> **WORK TO COMPLETE**
For the string "nodes", search the entries below and copy every line where it appears.

> **EXTRACTED INFORMATION**
________________
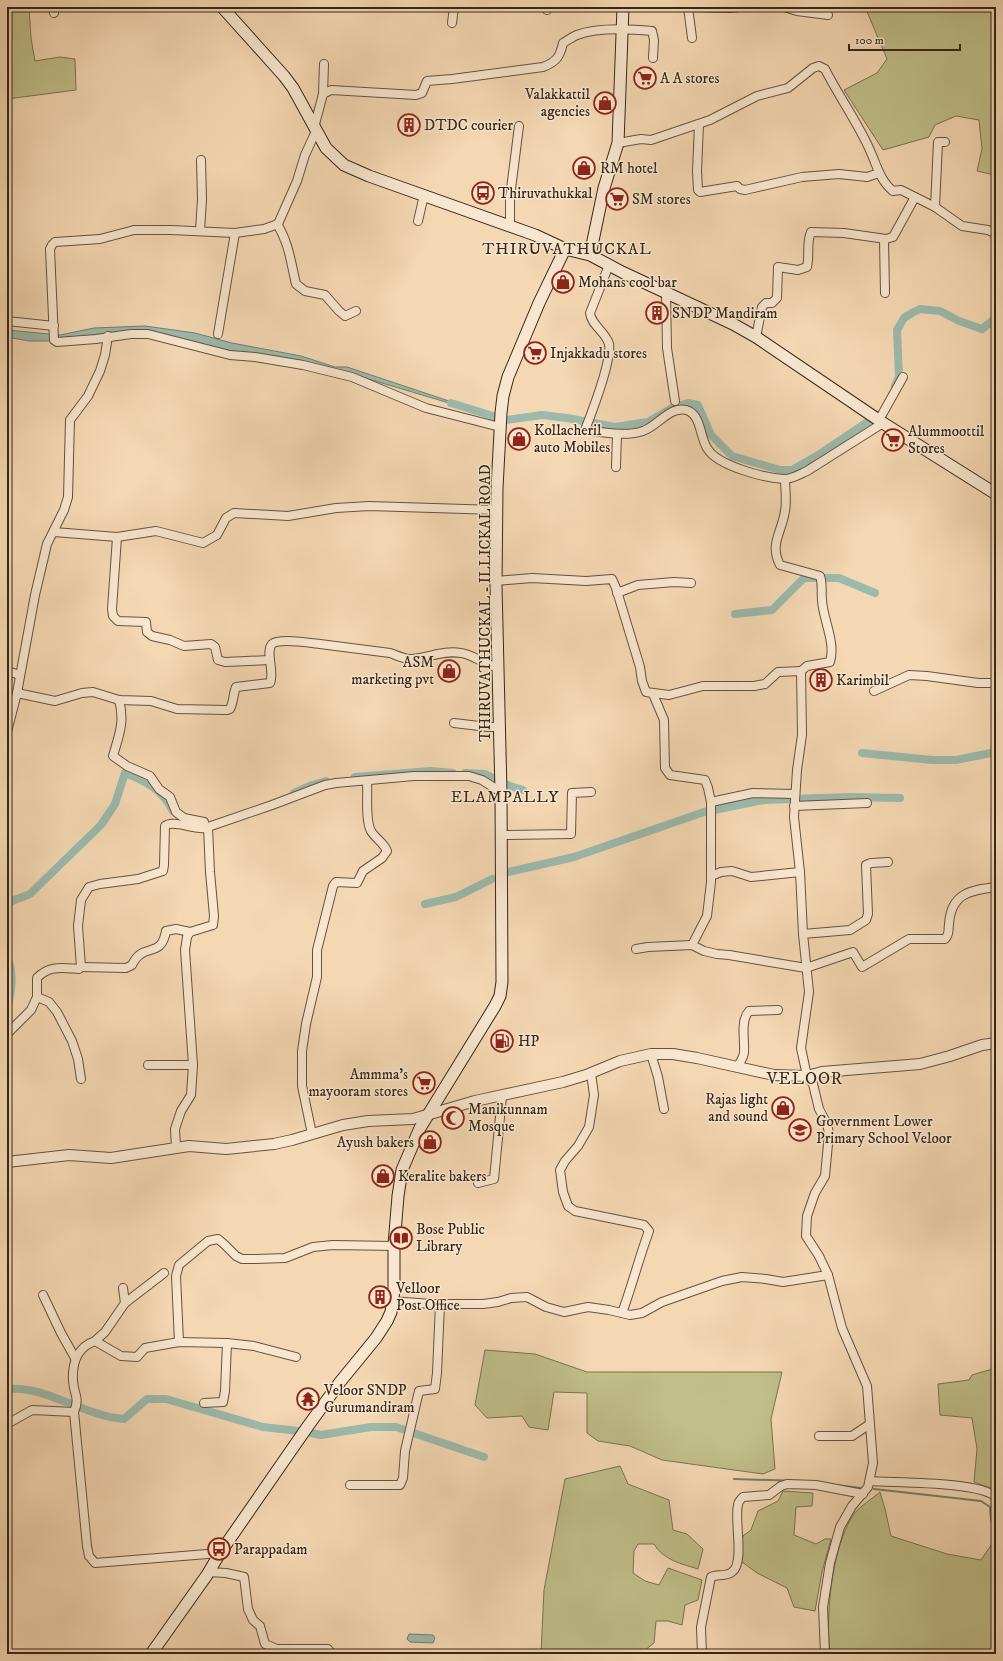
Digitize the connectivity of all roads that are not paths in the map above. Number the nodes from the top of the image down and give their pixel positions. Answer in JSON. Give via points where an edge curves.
{"nodes":[{"id":1,"x":222,"y":7,"type":"edge"},
{"id":2,"x":454,"y":7,"type":"edge"},
{"id":3,"x":623,"y":7,"type":"edge"},
{"id":4,"x":688,"y":7,"type":"edge"},
{"id":5,"x":740,"y":7,"type":"edge"},
{"id":6,"x":784,"y":7,"type":"edge"},
{"id":7,"x":828,"y":15,"type":"dead end"},
{"id":8,"x":452,"y":23,"type":"dead end"},
{"id":9,"x":623,"y":30,"type":"junction"},
{"id":10,"x":692,"y":38,"type":"dead end"},
{"id":11,"x":653,"y":58,"type":"dead end"},
{"id":12,"x":324,"y":64,"type":"dead end"},
{"id":13,"x":323,"y":94,"type":"junction"},
{"id":14,"x":699,"y":124,"type":"junction"},
{"id":15,"x":519,"y":126,"type":"dead end"},
{"id":16,"x":315,"y":129,"type":"junction"},
{"id":17,"x":945,"y":142,"type":"dead end"},
{"id":18,"x":618,"y":143,"type":"junction"},
{"id":19,"x":201,"y":160,"type":"dead end"},
{"id":20,"x":879,"y":173,"type":"junction"},
{"id":21,"x":424,"y":195,"type":"junction"},
{"id":22,"x":915,"y":197,"type":"junction"},
{"id":23,"x":935,"y":207,"type":"junction"},
{"id":24,"x":418,"y":221,"type":"dead end"},
{"id":25,"x":277,"y":224,"type":"junction"},
{"id":26,"x":510,"y":226,"type":"junction"},
{"id":27,"x":200,"y":231,"type":"junction"},
{"id":28,"x":235,"y":233,"type":"junction"},
{"id":29,"x":996,"y":234,"type":"edge"},
{"id":30,"x":884,"y":239,"type":"junction"},
{"id":31,"x":565,"y":249,"type":"junction"},
{"id":32,"x":590,"y":255,"type":"junction"},
{"id":33,"x":609,"y":266,"type":"junction"},
{"id":34,"x":666,"y":293,"type":"junction"},
{"id":35,"x":885,"y":294,"type":"dead end"},
{"id":36,"x":356,"y":311,"type":"dead end"},
{"id":37,"x":7,"y":321,"type":"edge"},
{"id":38,"x":54,"y":333,"type":"junction"},
{"id":39,"x":218,"y":334,"type":"dead end"},
{"id":40,"x":108,"y":336,"type":"junction"},
{"id":41,"x":756,"y":338,"type":"junction"},
{"id":42,"x":903,"y":377,"type":"dead end"},
{"id":43,"x":675,"y":401,"type":"dead end"},
{"id":44,"x":877,"y":418,"type":"junction"},
{"id":45,"x":501,"y":421,"type":"junction"},
{"id":46,"x":617,"y":434,"type":"junction"},
{"id":47,"x":616,"y":468,"type":"dead end"},
{"id":48,"x":785,"y":479,"type":"junction"},
{"id":49,"x":996,"y":494,"type":"edge"},
{"id":50,"x":497,"y":510,"type":"junction"},
{"id":51,"x":54,"y":532,"type":"junction"},
{"id":52,"x":117,"y":537,"type":"junction"},
{"id":53,"x":496,"y":581,"type":"junction"},
{"id":54,"x":691,"y":583,"type":"dead end"},
{"id":55,"x":618,"y":593,"type":"junction"},
{"id":56,"x":270,"y":660,"type":"junction"},
{"id":57,"x":498,"y":667,"type":"junction"},
{"id":58,"x":7,"y":671,"type":"edge"},
{"id":59,"x":801,"y":671,"type":"junction"},
{"id":60,"x":20,"y":675,"type":"junction"},
{"id":61,"x":996,"y":683,"type":"edge"},
{"id":62,"x":874,"y":691,"type":"dead end"},
{"id":63,"x":17,"y":693,"type":"junction"},
{"id":64,"x":653,"y":694,"type":"junction"},
{"id":65,"x":120,"y":700,"type":"junction"},
{"id":66,"x":454,"y":723,"type":"dead end"},
{"id":67,"x":500,"y":727,"type":"junction"},
{"id":68,"x":7,"y":732,"type":"edge"},
{"id":69,"x":367,"y":781,"type":"junction"},
{"id":70,"x":501,"y":785,"type":"junction"},
{"id":71,"x":591,"y":792,"type":"dead end"},
{"id":72,"x":795,"y":794,"type":"junction"},
{"id":73,"x":867,"y":802,"type":"dead end"},
{"id":74,"x":794,"y":806,"type":"junction"},
{"id":75,"x":711,"y":809,"type":"junction"},
{"id":76,"x":206,"y":826,"type":"junction"},
{"id":77,"x":502,"y":835,"type":"junction"},
{"id":78,"x":888,"y":862,"type":"dead end"},
{"id":79,"x":800,"y":872,"type":"junction"},
{"id":80,"x":710,"y":876,"type":"junction"},
{"id":81,"x":996,"y":887,"type":"edge"},
{"id":82,"x":190,"y":932,"type":"junction"},
{"id":83,"x":803,"y":934,"type":"junction"},
{"id":84,"x":692,"y":945,"type":"junction"},
{"id":85,"x":636,"y":949,"type":"dead end"},
{"id":86,"x":81,"y":967,"type":"junction"},
{"id":87,"x":806,"y":968,"type":"junction"},
{"id":88,"x":37,"y":997,"type":"junction"},
{"id":89,"x":778,"y":1010,"type":"dead end"},
{"id":90,"x":7,"y":1034,"type":"edge"},
{"id":91,"x":996,"y":1043,"type":"edge"},
{"id":92,"x":652,"y":1054,"type":"junction"},
{"id":93,"x":148,"y":1065,"type":"dead end"},
{"id":94,"x":194,"y":1065,"type":"junction"},
{"id":95,"x":738,"y":1066,"type":"junction"},
{"id":96,"x":591,"y":1073,"type":"junction"},
{"id":97,"x":807,"y":1076,"type":"junction"},
{"id":98,"x":81,"y":1079,"type":"dead end"},
{"id":99,"x":502,"y":1096,"type":"junction"},
{"id":100,"x":664,"y":1109,"type":"dead end"},
{"id":101,"x":429,"y":1114,"type":"junction"},
{"id":102,"x":312,"y":1134,"type":"junction"},
{"id":103,"x":176,"y":1147,"type":"junction"},
{"id":104,"x":7,"y":1162,"type":"edge"},
{"id":105,"x":478,"y":1183,"type":"dead end"},
{"id":106,"x":394,"y":1246,"type":"junction"},
{"id":107,"x":164,"y":1273,"type":"dead end"},
{"id":108,"x":828,"y":1275,"type":"junction"},
{"id":109,"x":123,"y":1288,"type":"dead end"},
{"id":110,"x":43,"y":1295,"type":"dead end"},
{"id":111,"x":391,"y":1302,"type":"junction"},
{"id":112,"x":125,"y":1303,"type":"junction"},
{"id":113,"x":440,"y":1304,"type":"junction"},
{"id":114,"x":622,"y":1313,"type":"junction"},
{"id":115,"x":95,"y":1341,"type":"junction"},
{"id":116,"x":179,"y":1342,"type":"junction"},
{"id":117,"x":227,"y":1343,"type":"junction"},
{"id":118,"x":296,"y":1357,"type":"dead end"},
{"id":119,"x":75,"y":1358,"type":"junction"},
{"id":120,"x":204,"y":1403,"type":"dead end"},
{"id":121,"x":76,"y":1408,"type":"junction"},
{"id":122,"x":7,"y":1424,"type":"edge"},
{"id":123,"x":870,"y":1424,"type":"junction"},
{"id":124,"x":819,"y":1436,"type":"dead end"},
{"id":125,"x":870,"y":1481,"type":"junction"},
{"id":126,"x":350,"y":1485,"type":"dead end"},
{"id":127,"x":863,"y":1494,"type":"junction"},
{"id":128,"x":996,"y":1497,"type":"edge"},
{"id":129,"x":220,"y":1553,"type":"junction"},
{"id":130,"x":208,"y":1572,"type":"junction"},
{"id":131,"x":151,"y":1654,"type":"edge"},
{"id":132,"x":332,"y":1654,"type":"edge"},
{"id":133,"x":702,"y":1654,"type":"edge"},
{"id":134,"x":825,"y":1654,"type":"edge"}],
"edges":[{"from":1,"to":16,"type":"main road","via":[[284,76]]},
{"from":2,"to":8,"type":"street"},
{"from":3,"to":9,"type":"main road"},
{"from":4,"to":5,"type":"street"},
{"from":4,"to":10,"type":"street"},
{"from":6,"to":7,"type":"street","via":[[797,12]]},
{"from":9,"to":11,"type":"street","via":[[652,31]]},
{"from":9,"to":13,"type":"street","via":[[577,35],[563,43],[561,54],[555,62],[543,67],[427,81],[422,93],[416,95],[331,90]]},
{"from":9,"to":18,"type":"main road"},
{"from":12,"to":13,"type":"street"},
{"from":13,"to":16,"type":"street"},
{"from":14,"to":18,"type":"street","via":[[652,140]]},
{"from":14,"to":20,"type":"street","via":[[696,171],[700,192],[737,186],[745,190],[802,178],[840,174],[867,177]]},
{"from":14,"to":20,"type":"street","via":[[757,96],[788,88],[819,66],[825,69],[868,146]]},
{"from":15,"to":26,"type":"street","via":[[510,197]]},
{"from":16,"to":21,"type":"main road","via":[[326,148],[344,165]]},
{"from":16,"to":25,"type":"street","via":[[297,181]]},
{"from":17,"to":23,"type":"street","via":[[938,142]]},
{"from":18,"to":32,"type":"main road","via":[[604,188]]},
{"from":19,"to":27,"type":"street"},
{"from":20,"to":22,"type":"street","via":[[886,186],[893,191],[901,190]]},
{"from":21,"to":24,"type":"street"},
{"from":21,"to":26,"type":"main road"},
{"from":22,"to":23,"type":"street"},
{"from":22,"to":30,"type":"street","via":[[893,237]]},
{"from":23,"to":29,"type":"street","via":[[962,226],[988,230]]},
{"from":25,"to":28,"type":"street","via":[[264,229]]},
{"from":25,"to":36,"type":"street","via":[[290,254],[296,284],[305,291],[325,295],[345,316]]},
{"from":26,"to":31,"type":"main road"},
{"from":27,"to":28,"type":"street"},
{"from":27,"to":38,"type":"street","via":[[134,230],[100,239],[55,242],[50,249]]},
{"from":28,"to":39,"type":"street"},
{"from":30,"to":35,"type":"street"},
{"from":30,"to":41,"type":"street","via":[[844,233],[811,232],[808,238],[807,267],[798,270],[778,267],[777,298],[762,307]]},
{"from":31,"to":32,"type":"main road"},
{"from":31,"to":45,"type":"main road","name":"THIRUVATHUCKAL - ILLICKAL ROAD","via":[[512,366],[505,387]]},
{"from":32,"to":33,"type":"main road"},
{"from":33,"to":34,"type":"main road"},
{"from":33,"to":46,"type":"street","via":[[590,313],[609,344],[606,369],[585,430]]},
{"from":34,"to":41,"type":"main road","via":[[733,324]]},
{"from":34,"to":43,"type":"street","via":[[667,348]]},
{"from":37,"to":38,"type":"street"},
{"from":38,"to":40,"type":"street","via":[[57,342]]},
{"from":40,"to":45,"type":"street","via":[[148,334],[230,355],[338,373],[426,408]]},
{"from":40,"to":51,"type":"street","via":[[100,372],[88,396],[70,420],[68,497]]},
{"from":41,"to":44,"type":"main road"},
{"from":42,"to":44,"type":"street"},
{"from":44,"to":48,"type":"street","via":[[807,471]]},
{"from":44,"to":49,"type":"main road"},
{"from":45,"to":50,"type":"main road","name":"THIRUVATHUCKAL - ILLICKAL ROAD"},
{"from":46,"to":47,"type":"street"},
{"from":46,"to":48,"type":"street","via":[[643,431],[670,413],[688,410],[696,416],[707,449],[717,458],[742,470]]},
{"from":48,"to":59,"type":"street","via":[[785,510],[776,543],[776,557],[780,565],[820,576],[823,583],[821,599],[831,656],[830,662],[807,666]]},
{"from":50,"to":52,"type":"street","via":[[369,506],[336,508],[288,516],[234,514],[226,518],[217,534],[205,543],[156,531]]},
{"from":50,"to":53,"type":"main road","name":"THIRUVATHUCKAL - ILLICKAL ROAD"},
{"from":51,"to":52,"type":"street"},
{"from":51,"to":60,"type":"street","via":[[47,544]]},
{"from":52,"to":56,"type":"street","via":[[112,609],[113,616],[118,621],[146,622],[147,632],[152,636],[184,646],[211,644],[215,647],[218,660],[225,662]]},
{"from":53,"to":55,"type":"street","via":[[532,578],[612,580]]},
{"from":53,"to":57,"type":"main road","name":"THIRUVATHUCKAL - ILLICKAL ROAD"},
{"from":54,"to":55,"type":"street","via":[[638,585]]},
{"from":55,"to":64,"type":"street","via":[[642,681],[646,692]]},
{"from":56,"to":57,"type":"street","via":[[271,646],[274,643],[306,642],[393,654],[409,659],[443,652],[464,653],[488,666]]},
{"from":56,"to":65,"type":"street","via":[[270,682],[236,687],[233,702],[227,710],[176,709],[151,701]]},
{"from":57,"to":67,"type":"main road","name":"THIRUVATHUCKAL - ILLICKAL ROAD"},
{"from":58,"to":60,"type":"street"},
{"from":59,"to":64,"type":"street","via":[[778,672],[765,684],[754,686],[703,686],[669,695]]},
{"from":59,"to":72,"type":"street","via":[[802,735]]},
{"from":60,"to":63,"type":"street"},
{"from":61,"to":62,"type":"street","via":[[909,675]]},
{"from":63,"to":65,"type":"street","via":[[55,700],[93,692]]},
{"from":63,"to":68,"type":"street"},
{"from":64,"to":75,"type":"street","via":[[664,720],[665,768],[670,775],[704,780],[708,788]]},
{"from":65,"to":76,"type":"street","via":[[122,725],[113,756],[127,766],[150,776],[159,789],[170,796],[176,812],[184,818]]},
{"from":66,"to":67,"type":"street"},
{"from":67,"to":70,"type":"main road","name":"THIRUVATHUCKAL - ILLICKAL ROAD"},
{"from":69,"to":70,"type":"street","via":[[414,776],[469,776]]},
{"from":69,"to":76,"type":"street","via":[[324,785]]},
{"from":69,"to":102,"type":"street","via":[[368,822],[371,832],[387,851],[382,858],[364,871],[357,883],[336,882],[333,886],[317,950],[317,977],[302,1051],[302,1086]]},
{"from":70,"to":77,"type":"main road","name":"THIRUVATHUCKAL - ILLICKAL ROAD"},
{"from":71,"to":77,"type":"street","via":[[572,793],[571,834]]},
{"from":72,"to":74,"type":"street"},
{"from":72,"to":75,"type":"street","via":[[753,793]]},
{"from":73,"to":74,"type":"street"},
{"from":74,"to":79,"type":"street"},
{"from":75,"to":80,"type":"street"},
{"from":76,"to":82,"type":"street","via":[[213,925]]},
{"from":76,"to":86,"type":"street","via":[[198,829],[171,823],[165,826],[163,872],[89,887],[81,900],[78,926]]},
{"from":77,"to":101,"type":"main road","name":"THIRUVATHUCKAL - ILLICKAL ROAD","via":[[500,996]]},
{"from":78,"to":83,"type":"street","via":[[866,865],[866,920],[850,930]]},
{"from":79,"to":80,"type":"street","via":[[751,877],[732,871]]},
{"from":79,"to":83,"type":"street"},
{"from":80,"to":84,"type":"street","via":[[707,916]]},
{"from":81,"to":87,"type":"street","via":[[977,889],[963,895],[952,910],[949,933],[945,939],[909,939],[862,967],[853,952]]},
{"from":82,"to":86,"type":"street","via":[[176,929],[166,931],[164,942],[158,948],[141,953],[132,965],[126,968]]},
{"from":82,"to":94,"type":"street","via":[[185,950]]},
{"from":83,"to":87,"type":"street"},
{"from":84,"to":85,"type":"street"},
{"from":84,"to":87,"type":"street","via":[[717,954]]},
{"from":86,"to":88,"type":"street","via":[[43,971],[37,978]]},
{"from":87,"to":97,"type":"street","via":[[808,992],[801,1048]]},
{"from":88,"to":90,"type":"street","via":[[31,1010]]},
{"from":88,"to":98,"type":"street","via":[[49,1002],[57,1012],[72,1041]]},
{"from":89,"to":95,"type":"street","via":[[749,1011],[746,1014],[744,1053]]},
{"from":91,"to":97,"type":"street","via":[[920,1064],[822,1072]]},
{"from":92,"to":95,"type":"street","via":[[673,1054]]},
{"from":92,"to":96,"type":"street","via":[[620,1061]]},
{"from":92,"to":100,"type":"street"},
{"from":93,"to":94,"type":"street"},
{"from":94,"to":103,"type":"street","via":[[191,1095],[181,1111],[176,1129]]},
{"from":95,"to":97,"type":"street","via":[[774,1075]]},
{"from":96,"to":99,"type":"street"},
{"from":96,"to":114,"type":"street","via":[[594,1095],[589,1127],[560,1170],[561,1178],[568,1206],[575,1211],[644,1224],[649,1231]]},
{"from":97,"to":108,"type":"street","via":[[813,1084],[828,1133],[824,1176],[807,1216],[806,1236]]},
{"from":99,"to":101,"type":"street"},
{"from":99,"to":105,"type":"street","via":[[494,1179]]},
{"from":101,"to":102,"type":"street","via":[[414,1119],[342,1125]]},
{"from":101,"to":106,"type":"main road","name":"THIRUVATHUCKAL - ILLICKAL ROAD","via":[[409,1150],[400,1174]]},
{"from":102,"to":103,"type":"street","via":[[274,1144],[226,1148]]},
{"from":103,"to":104,"type":"street","via":[[111,1158],[69,1155]]},
{"from":106,"to":111,"type":"main road","name":"THIRUVATHUCKAL - ILLICKAL ROAD","via":[[394,1290]]},
{"from":106,"to":116,"type":"street","via":[[333,1245],[313,1247],[285,1258],[242,1259],[218,1239],[208,1242],[180,1265],[176,1276]]},
{"from":107,"to":112,"type":"street"},
{"from":108,"to":114,"type":"street","via":[[783,1282],[742,1277],[722,1281],[662,1302],[642,1313]]},
{"from":108,"to":123,"type":"street","via":[[842,1328],[867,1386]]},
{"from":109,"to":112,"type":"street"},
{"from":110,"to":119,"type":"street"},
{"from":111,"to":113,"type":"street"},
{"from":111,"to":129,"type":"main road","name":"THIRUVATHUCKAL - ILLICKAL ROAD","via":[[391,1312],[383,1329],[340,1382]]},
{"from":112,"to":115,"type":"street","via":[[105,1332]]},
{"from":113,"to":114,"type":"street","via":[[498,1302],[527,1297],[546,1307],[564,1312],[588,1307]]},
{"from":113,"to":126,"type":"street","via":[[435,1388],[419,1391],[405,1451],[404,1478],[400,1484]]},
{"from":115,"to":116,"type":"street","via":[[121,1356],[137,1356],[145,1348]]},
{"from":115,"to":119,"type":"street","via":[[88,1343]]},
{"from":116,"to":117,"type":"street"},
{"from":117,"to":118,"type":"street","via":[[254,1346]]},
{"from":117,"to":120,"type":"street","via":[[223,1402]]},
{"from":119,"to":121,"type":"street","via":[[73,1381]]},
{"from":121,"to":122,"type":"street","via":[[32,1410]]},
{"from":121,"to":129,"type":"street","via":[[87,1546],[94,1563]]},
{"from":123,"to":124,"type":"street","via":[[852,1436]]},
{"from":123,"to":125,"type":"street","via":[[873,1463]]},
{"from":125,"to":127,"type":"street"},
{"from":125,"to":128,"type":"street","via":[[961,1485]]},
{"from":127,"to":133,"type":"street","via":[[816,1485],[787,1484],[769,1494],[743,1497],[738,1504],[737,1567],[731,1573],[711,1577],[701,1627]]},
{"from":127,"to":134,"type":"street","via":[[852,1506],[840,1527],[830,1563],[823,1607]]},
{"from":129,"to":130,"type":"main road","name":"THIRUVATHUCKAL - ILLICKAL ROAD"},
{"from":130,"to":131,"type":"main road","name":"THIRUVATHUCKAL - ILLICKAL ROAD"},
{"from":130,"to":132,"type":"street","via":[[244,1577],[248,1610],[260,1626],[265,1644],[277,1649],[328,1649]]}]}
________________
> **EXERCISE ANSWER**
Digitize the connectivity of all roads that are not paths in the map above. Number the nodes from the top of the image down and give their pixel positions. Answer in JSON. Give via points where an edge curves.
{"nodes":[{"id":1,"x":222,"y":7,"type":"edge"},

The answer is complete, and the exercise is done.